In het hondenasiel Sirius zijn alle dieren in elk geval bij aankomst gevaccineerd. Voor zover dat op het oog te beoordelen is, zien de dieren er gezond uit. Acuter blijft daar de voedselsituatie. Bij Sirius loopt Mezinova over de modder en restjes sneeuw tussen de kooien. „Ik ben elke dag depressief over het vraagstuk hoe ik ze ga voeden”, zegt Mezinova. Haar gevoel van wanhoop wordt versterkt door aanhoudende geruchten dat de Russische strijdkrachten nog eens vanuit Wit-Rusland militair druk willen proberen te zetten op Kyiv. Experts achten dat scenario op dit moment weinig reëel. Maar met de herinneringen van de vorige bezetting nog levend, blijft Mezinova toch bezorgd.

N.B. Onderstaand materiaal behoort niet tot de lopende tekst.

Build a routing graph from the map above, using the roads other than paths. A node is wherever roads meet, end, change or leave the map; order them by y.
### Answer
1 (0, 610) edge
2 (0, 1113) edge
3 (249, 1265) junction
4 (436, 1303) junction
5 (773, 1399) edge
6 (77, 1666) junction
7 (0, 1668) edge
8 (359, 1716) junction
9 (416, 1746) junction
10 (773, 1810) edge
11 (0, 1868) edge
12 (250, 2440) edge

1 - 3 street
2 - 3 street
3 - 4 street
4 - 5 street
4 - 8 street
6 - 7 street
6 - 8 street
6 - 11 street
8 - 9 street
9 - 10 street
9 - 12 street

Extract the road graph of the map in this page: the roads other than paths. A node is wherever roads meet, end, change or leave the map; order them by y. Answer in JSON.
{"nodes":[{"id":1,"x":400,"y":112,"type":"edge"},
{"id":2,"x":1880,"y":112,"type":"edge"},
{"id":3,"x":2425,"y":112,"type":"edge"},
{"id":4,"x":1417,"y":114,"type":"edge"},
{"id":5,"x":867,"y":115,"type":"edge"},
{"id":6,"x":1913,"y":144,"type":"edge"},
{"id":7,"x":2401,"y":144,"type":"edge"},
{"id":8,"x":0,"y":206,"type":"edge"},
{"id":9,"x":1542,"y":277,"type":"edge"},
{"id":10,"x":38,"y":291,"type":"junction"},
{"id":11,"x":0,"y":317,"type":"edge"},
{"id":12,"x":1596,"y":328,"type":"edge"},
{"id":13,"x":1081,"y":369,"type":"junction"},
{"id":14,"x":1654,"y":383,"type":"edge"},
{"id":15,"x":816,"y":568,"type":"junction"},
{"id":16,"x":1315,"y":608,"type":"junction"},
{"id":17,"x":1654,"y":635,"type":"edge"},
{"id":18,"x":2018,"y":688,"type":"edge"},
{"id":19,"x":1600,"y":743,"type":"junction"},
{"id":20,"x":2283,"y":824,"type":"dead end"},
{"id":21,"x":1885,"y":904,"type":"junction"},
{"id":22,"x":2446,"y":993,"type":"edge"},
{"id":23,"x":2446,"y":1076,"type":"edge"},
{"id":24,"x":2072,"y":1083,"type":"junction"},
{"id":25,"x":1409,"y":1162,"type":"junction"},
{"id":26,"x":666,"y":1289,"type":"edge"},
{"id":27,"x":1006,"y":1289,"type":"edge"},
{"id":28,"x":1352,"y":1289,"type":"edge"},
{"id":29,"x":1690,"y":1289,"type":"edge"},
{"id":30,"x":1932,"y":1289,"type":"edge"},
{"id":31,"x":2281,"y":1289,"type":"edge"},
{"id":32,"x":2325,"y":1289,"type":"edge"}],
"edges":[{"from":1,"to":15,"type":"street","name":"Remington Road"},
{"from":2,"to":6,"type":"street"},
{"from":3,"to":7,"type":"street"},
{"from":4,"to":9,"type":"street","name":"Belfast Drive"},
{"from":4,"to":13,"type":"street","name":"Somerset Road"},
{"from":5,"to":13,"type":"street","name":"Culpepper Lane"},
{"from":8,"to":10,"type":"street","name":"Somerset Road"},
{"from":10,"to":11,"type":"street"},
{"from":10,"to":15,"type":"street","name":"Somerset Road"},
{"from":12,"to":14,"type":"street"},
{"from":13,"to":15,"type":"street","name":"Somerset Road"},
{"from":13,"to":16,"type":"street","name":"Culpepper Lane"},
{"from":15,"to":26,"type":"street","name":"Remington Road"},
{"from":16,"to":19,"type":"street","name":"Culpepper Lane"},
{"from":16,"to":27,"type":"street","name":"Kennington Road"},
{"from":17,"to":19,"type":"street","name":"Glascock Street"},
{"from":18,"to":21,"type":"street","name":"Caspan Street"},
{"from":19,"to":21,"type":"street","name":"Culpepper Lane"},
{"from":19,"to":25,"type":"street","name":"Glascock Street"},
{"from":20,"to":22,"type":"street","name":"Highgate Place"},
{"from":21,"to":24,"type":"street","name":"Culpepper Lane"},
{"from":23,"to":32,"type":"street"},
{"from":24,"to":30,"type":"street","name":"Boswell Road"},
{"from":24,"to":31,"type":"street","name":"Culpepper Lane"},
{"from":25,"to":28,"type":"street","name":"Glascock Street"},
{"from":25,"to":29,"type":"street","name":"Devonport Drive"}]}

De honden zitten in houten omheiningen van een aantal vierkante meter en zijn opgedeeld in setjes van twee of drie. Die ideale samenstelling is „twee vrouwtjes en een mannetje, samengevoegd op basis van energieniveau en leeftijd”, zegt Mezinova. Ze houdt haar hand tegen het kippengaas om de honden te groeten, die drukken dan hun neus tegen haar hand of likken eraan. Tijdens de bezetting probeerden de honden uit honger naar haar hand te bijten, zegt Mezinova. „Ik ben er niet klaar voor die ellende nog een keer mee te moeten maken.”